Однако даже в период расцвета альтюссерианство находилось во внутренней и фатальной зависимости от структурализма, который предшествовал ему и пережил его. Леви-Строс стремился разрубить наконец гордиев узел отношений между структурой и субъектом, исключив последнего из области научного знания вообще. Вместо того чтобы противиться этому подходу, Альтюссер усилил его, выдвинув версию марксизма, из которой субъекты были исключены; за ними сохранилась лишь роль воображаемых следствий идеологических структур. Однако на такого рода объективистском аукционе он был обречен на проигрыш. Год спустя его бывший ученик Фуко, громогласно заявив о «конце человека», в свою очередь, свел марксизм к непроизвольному следствию устаревшей викторианской эпистемы, и притом не более чем производному от нее[6]. Продвижение вперед структурализма, вовсе не уведенное в сторону или остановленное новым прочтением марксизма, несмотря на все возражения последнего, было лишь ускорено им.

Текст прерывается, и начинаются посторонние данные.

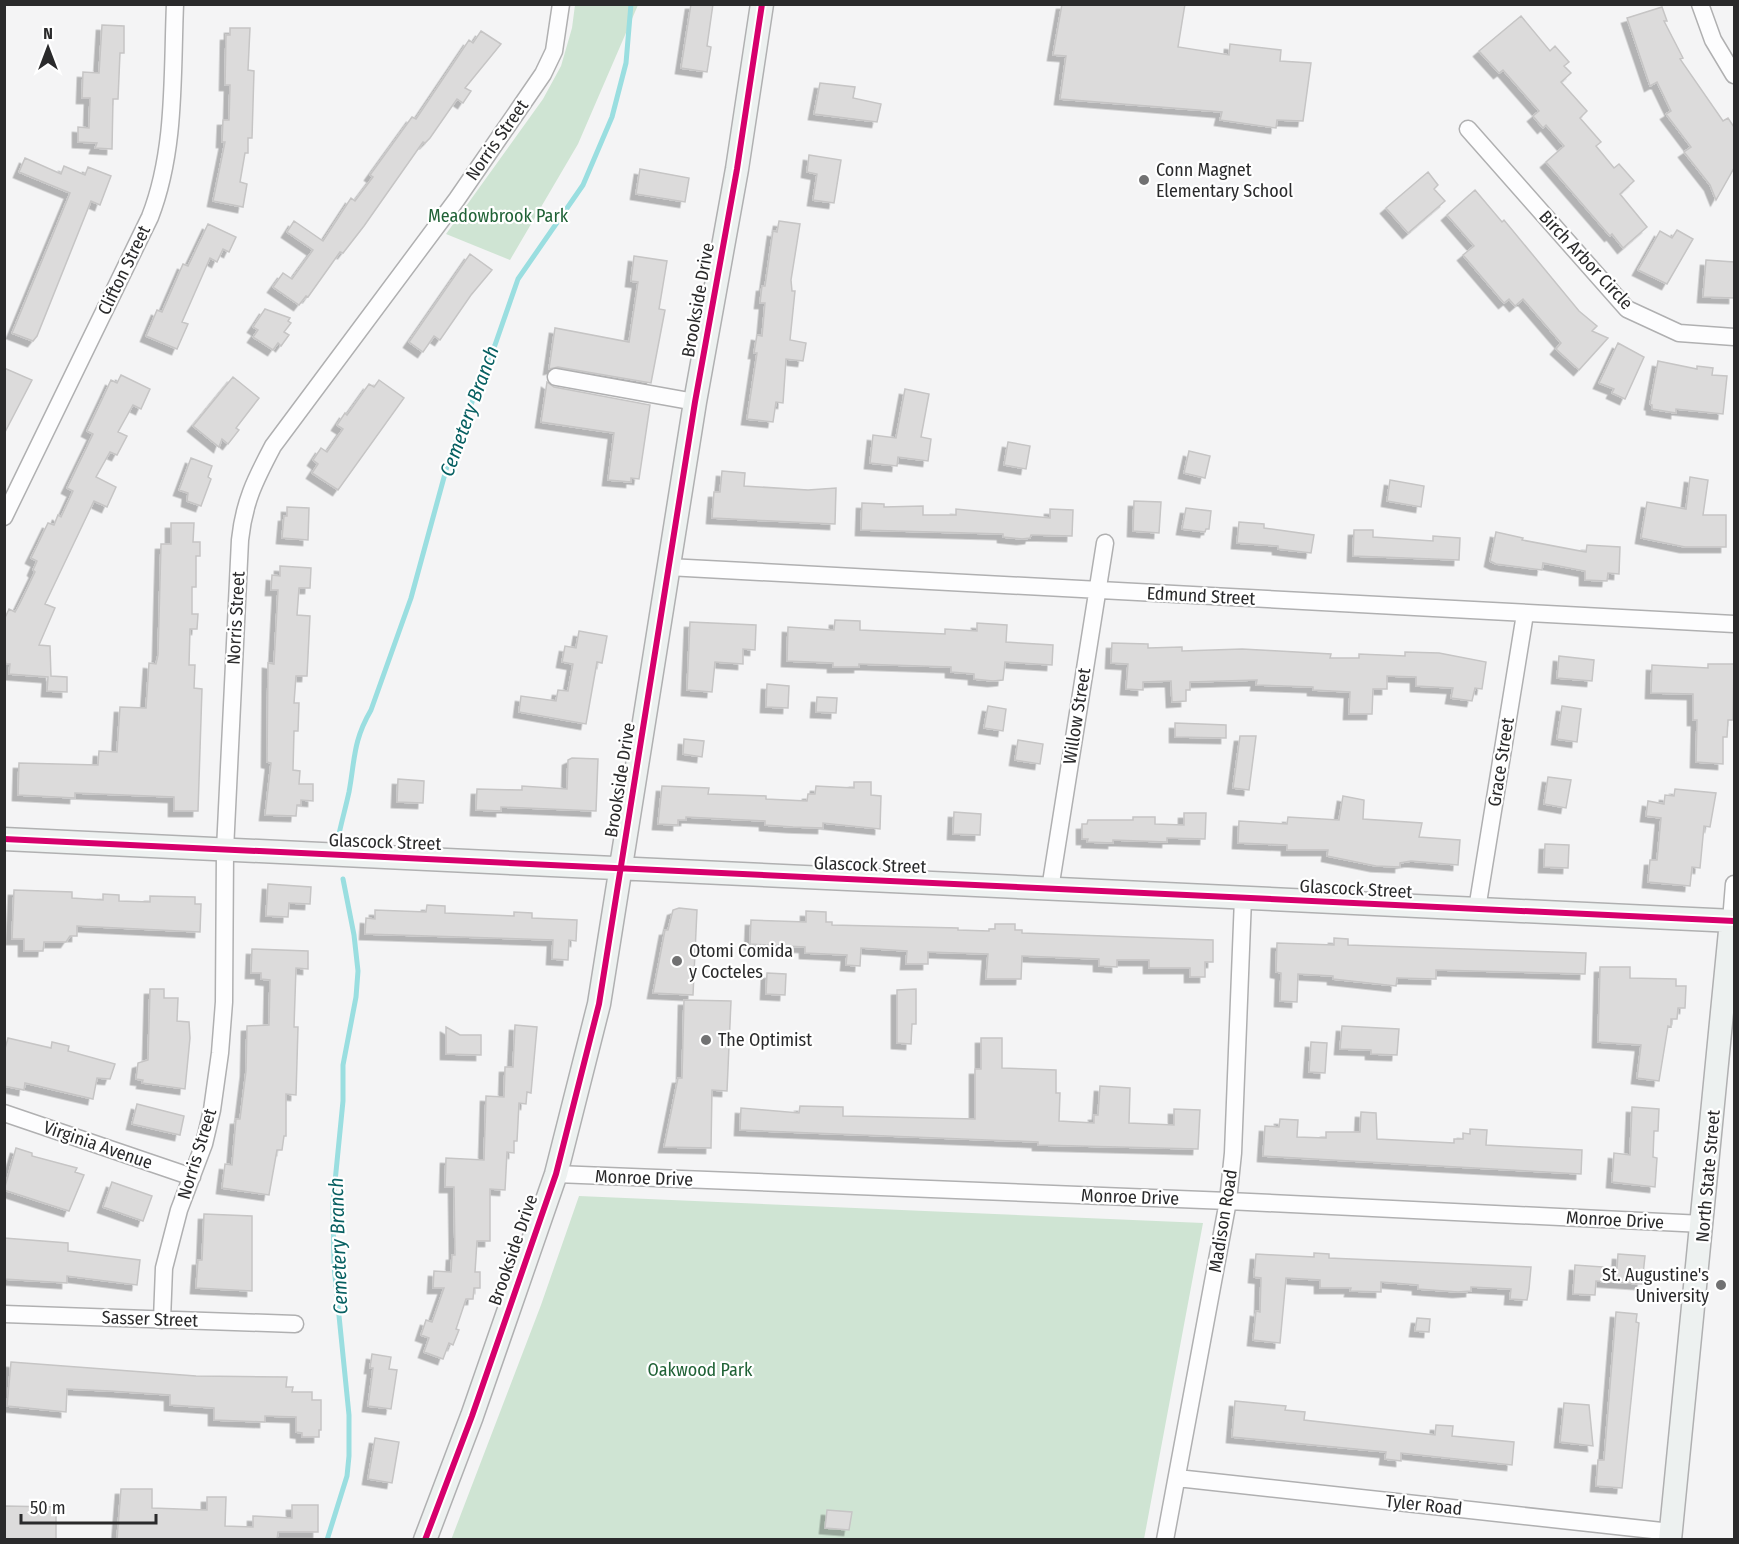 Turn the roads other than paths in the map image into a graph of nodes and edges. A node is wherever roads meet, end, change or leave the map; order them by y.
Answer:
1 (175, 4) edge
2 (561, 4) edge
3 (762, 4) edge
4 (1700, 4) edge
5 (1734, 75) edge
6 (1468, 129) dead end
7 (1734, 337) edge
8 (556, 377) dead end
9 (695, 402) junction
10 (4, 517) edge
11 (1105, 543) dead end
12 (668, 567) junction
13 (1098, 590) junction
14 (1525, 614) junction
15 (1734, 624) edge
16 (4, 839) edge
17 (225, 850) junction
18 (621, 869) junction
19 (1734, 885) edge
20 (1050, 889) junction
21 (1244, 898) junction
22 (1477, 909) junction
23 (1733, 921) edge
24 (4, 1113) edge
25 (556, 1174) junction
26 (192, 1177) junction
27 (1228, 1201) junction
28 (1703, 1224) junction
29 (4, 1314) edge
30 (162, 1320) junction
31 (295, 1324) dead end
32 (1177, 1478) junction
33 (1671, 1535) edge
34 (425, 1539) edge
35 (1165, 1539) edge

1 - 10 street, Clifton Street
2 - 17 street, Norris Street
3 - 9 street, Brookside Drive
4 - 5 street
6 - 7 street, Birch Arbor Circle
8 - 9 street
9 - 12 street, Brookside Drive
11 - 13 street, Willow Street
12 - 13 street, Edmund Street
12 - 18 street, Brookside Drive
13 - 14 street, Edmund Street
13 - 20 street, Willow Street
14 - 15 street, Edmund Street
14 - 22 street, Grace Street
16 - 17 street, Glascock Street
17 - 18 street, Glascock Street
17 - 26 street, Norris Street
18 - 20 street, Glascock Street
18 - 25 street, Brookside Drive
19 - 23 street, North State Street
20 - 21 street, Glascock Street
21 - 22 street, Glascock Street
21 - 27 street, Madison Road
22 - 23 street, Glascock Street
23 - 28 street, North State Street
24 - 26 street, Virginia Avenue
25 - 27 street, Monroe Drive
25 - 34 street, Brookside Drive
26 - 30 street, Norris Street
27 - 28 street, Monroe Drive
27 - 32 street, Madison Road
28 - 33 street, North State Street
29 - 30 street, Sasser Street
30 - 31 street, Sasser Street
32 - 33 street, Tyler Road
32 - 35 street, Madison Road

Самые поразительные доказательства новой модели гегемонии были представлены во время майских событий во Франции. Здесь, как можно было бы предположить, структурализм как философская позиция потерпит поражение от рук той исторической динамики, которую он стремился отвести на запасной путь или отрицать. Какое еще более впечатляющее вторжение индивидуальных и коллективных субъектов можно было себе вообразить, чем восстание студентов, рабочих и многих других в 1968 г.? Если какой-либо из господствовавших до майских событий дискурсов и смог бы ответить на этот предупредительный политический взрыв классовой борьбы и выжить, теоретически осмысливая его, то, скорее всего, наиболее приемлемой кандидатурой был марксистский вариант, разработанный Альтюссером. Каким бы неприспособленным он ни был к переменам в других аспектах, он по крайней мере обладал теорией противоречия и сверхдетерминации и тем самым разновидностью «разрывного единства»[7], которая могла вызвать именно такую революционную ситуацию в разделенном на классы обществе, которая едва не возникла во Франции. В действительности все произошло наоборот. Альтюссер попытался подкрепить свою теорию запоздавшими выкладками насчет роли «масс», которые, как он теперь согласился, «творят историю», даже если «мужчины и женщины» не творят ее[8]. Однако, поскольку общее направление исследований Альтюссера не было ни скорректировано, ни развито, введение проблемы исторического субъекта в механизм структурной причинности в книге «Читать “Капитал”», просто привело к тому, что его теория потеряла стройность. В результате размывание и разложение альтюссерианского марксизма как течения прогрессировали и завершились к середине 70-х годов.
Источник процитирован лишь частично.